The aeons of building on incremental changes. Genes tinkering away making tiny improvements.

With time, near-unfathomable time, the eyes that sit within the hollows of your skull were crafted.

In a way, the journey that Ng’s development studio is on follows that same path.

Lurking was born of a desire to make games, inspired by a short film about a blind girl. Stifled was the natural progression, expanding on the strong core gameplay mechanic and utilising virtual reality to complement the player’s experience. An addition, carefully selected, to capitalise on the vulnerability of feeling alone in the dark.

A month post-release, it’s clear that Stifled hasn’t quite reached the levels of acclaim that Ng may have dreamed about.

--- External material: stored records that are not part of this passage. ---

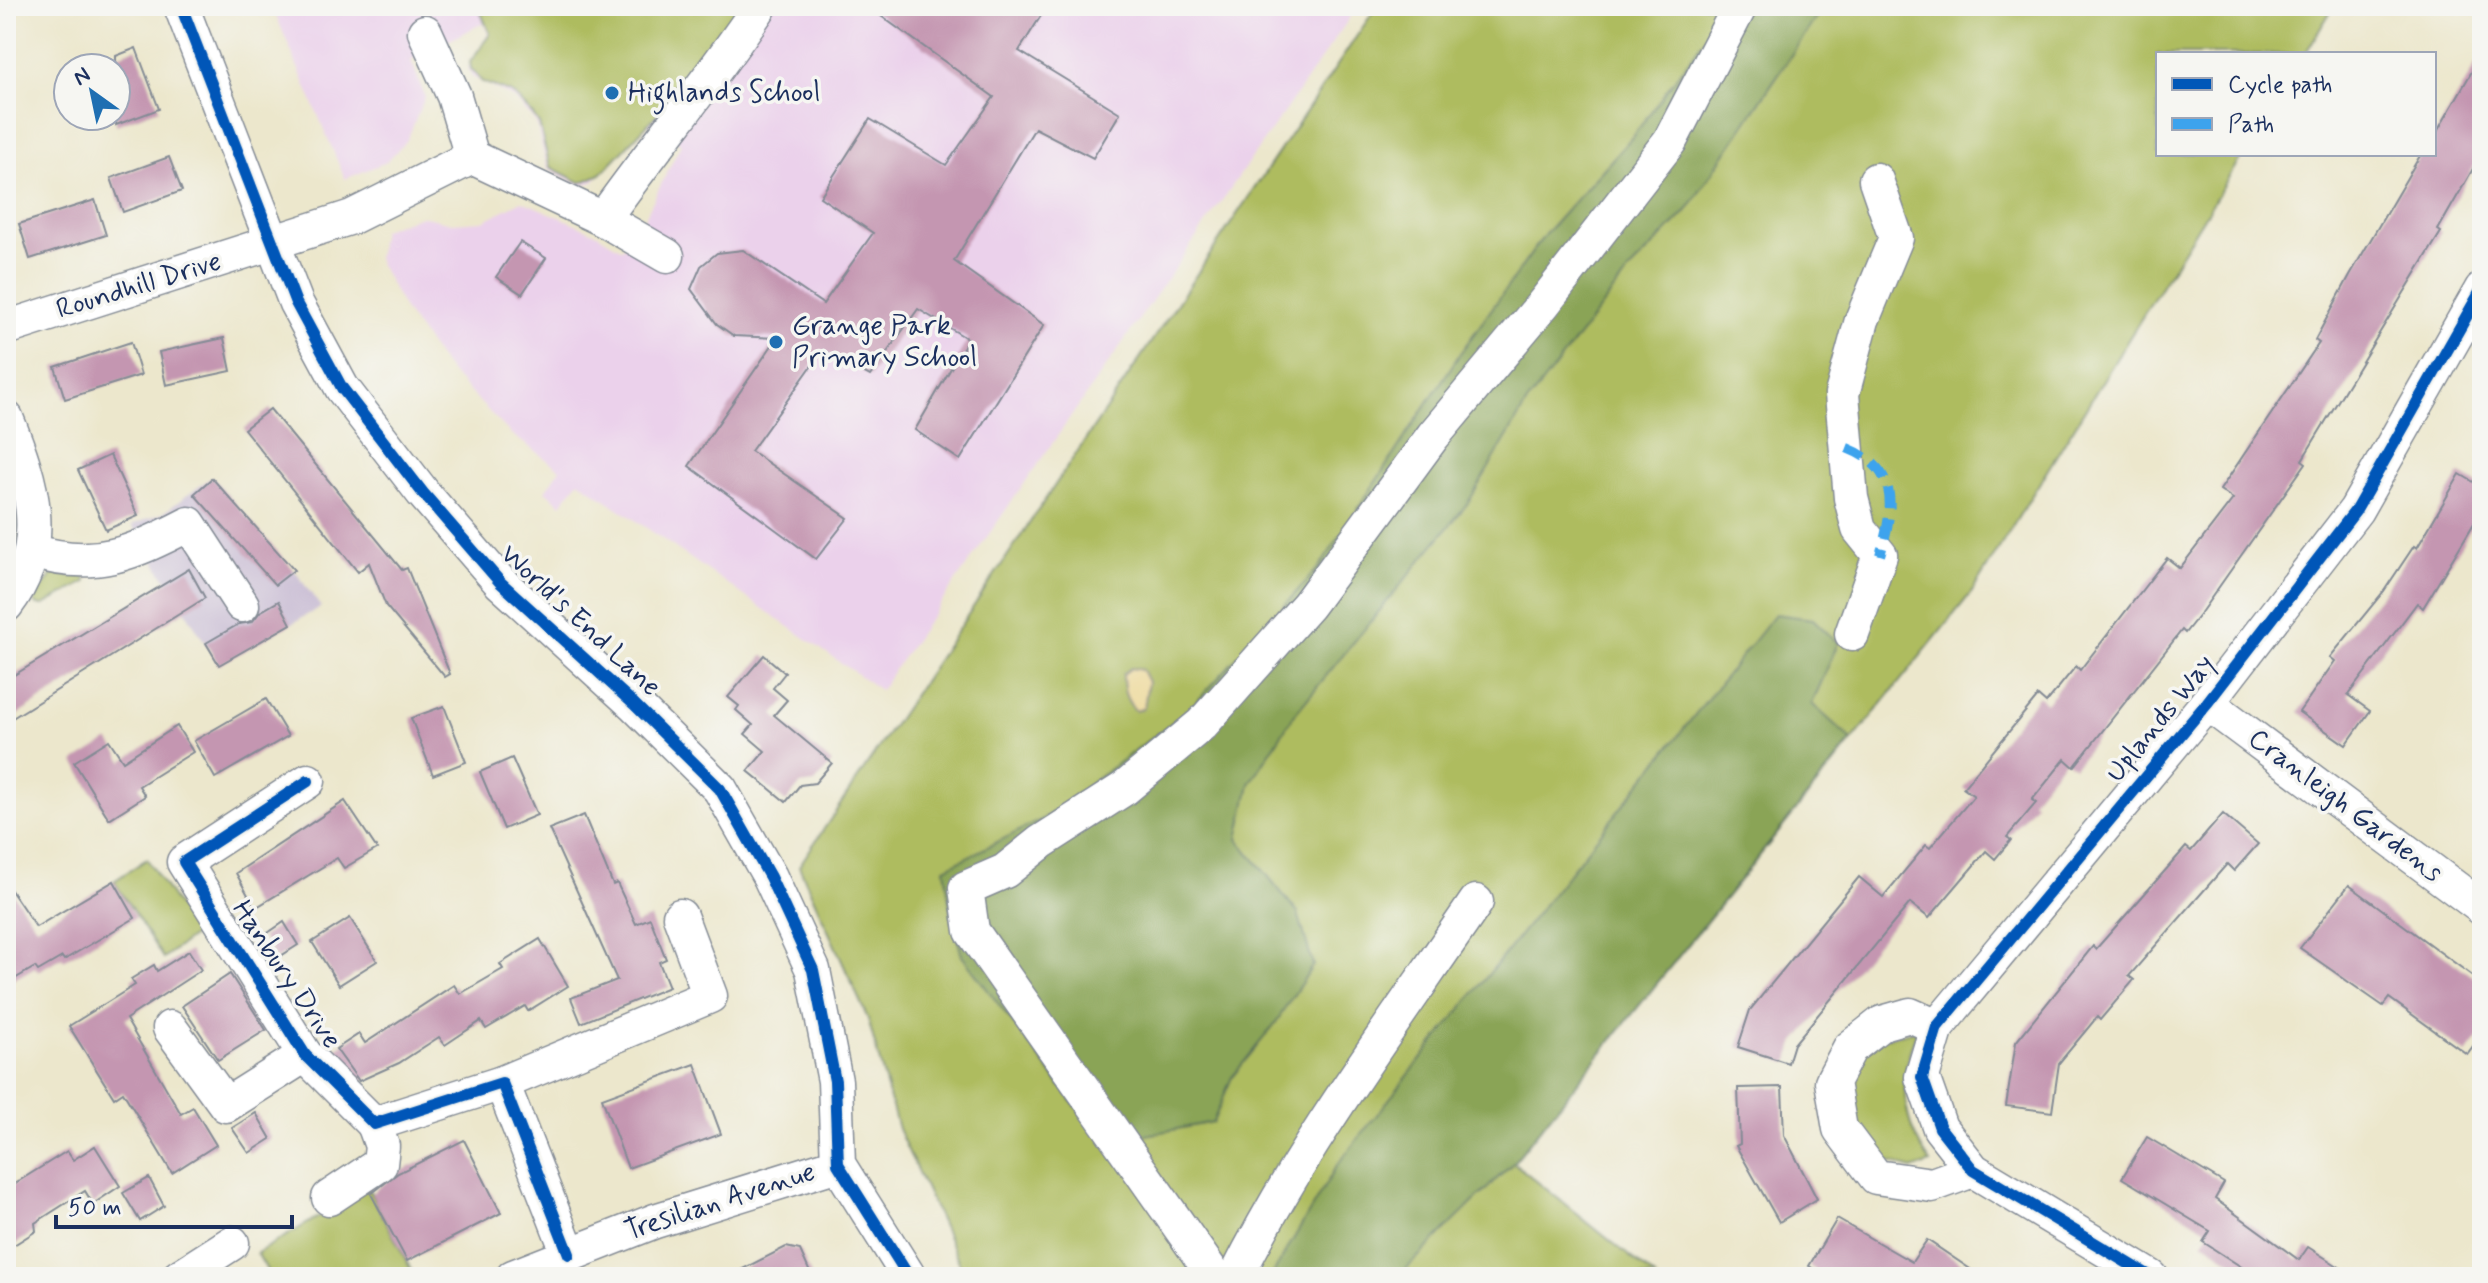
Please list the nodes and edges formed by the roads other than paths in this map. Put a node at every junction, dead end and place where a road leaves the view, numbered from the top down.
1 (181, 6) edge
2 (760, 6) edge
3 (1740, 6) edge
4 (425, 32) dead end
5 (472, 157) junction
6 (1876, 180) dead end
7 (603, 219) junction
8 (272, 244) junction
9 (667, 256) dead end
10 (2482, 290) edge
11 (6, 328) edge
12 (6, 418) edge
13 (32, 551) junction
14 (6, 605) edge
15 (242, 605) dead end
16 (1852, 634) dead end
17 (2207, 703) junction
18 (308, 781) dead end
19 (1476, 902) dead end
20 (2482, 908) edge
21 (680, 916) dead end
22 (1937, 1027) junction
23 (170, 1028) dead end
24 (305, 1055) junction
25 (502, 1083) junction
26 (374, 1124) junction
27 (838, 1164) junction
28 (1973, 1170) junction
29 (329, 1198) dead end
30 (232, 1243) dead end
31 (569, 1254) junction
32 (179, 1277) edge
33 (513, 1277) edge
34 (909, 1277) edge
35 (1215, 1277) edge
36 (1236, 1277) edge
37 (2151, 1277) edge

1 - 8 street, World's End Lane
2 - 7 street
3 - 35 street
4 - 5 street
5 - 7 street
5 - 8 street, Roundhill Drive
6 - 16 street
7 - 9 street
8 - 11 street, Roundhill Drive
8 - 27 street, World's End Lane
10 - 17 street, Uplands Way
12 - 13 street
13 - 14 street
13 - 15 street
17 - 20 street, Cranleigh Gardens
17 - 22 street, Uplands Way
18 - 24 street, Hanbury Drive
19 - 36 street
21 - 25 street
22 - 28 street, Uplands Way
22 - 28 street
23 - 24 street
24 - 26 street, Hanbury Drive
25 - 26 street
25 - 31 street
26 - 29 street
27 - 31 street, Tresilian Avenue
27 - 34 street
28 - 37 street
30 - 32 street
31 - 33 street, Tresilian Avenue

“The reviews have been polarizing to say the least. But regardless, we shipped, and there are players who love the game. So that’s something.”

It’s obvious that the journey has taken its toll.

“I spoke to my mum earlier today and told her I was stressed that our 3 years might amount to nothing and we’ll have to give up on this dream. My mum said, ‘don’t fret, we’ll be here for you’. I almost cried.”

Far removed from the barracks where he spent two years training, Ng isn’t cynical or bitter. He’s hopeful. Appreciative. He’s looking forward.

“The people we’ve met, the things we’ve learnt will allow us to do more and better in the future”

And he doesn’t have to wait until he has free time in the evening to do what he wants to do anymore.

Success or not, he gets to keep doing what he always wanted to do.

“I just wanna keep making cool shit.”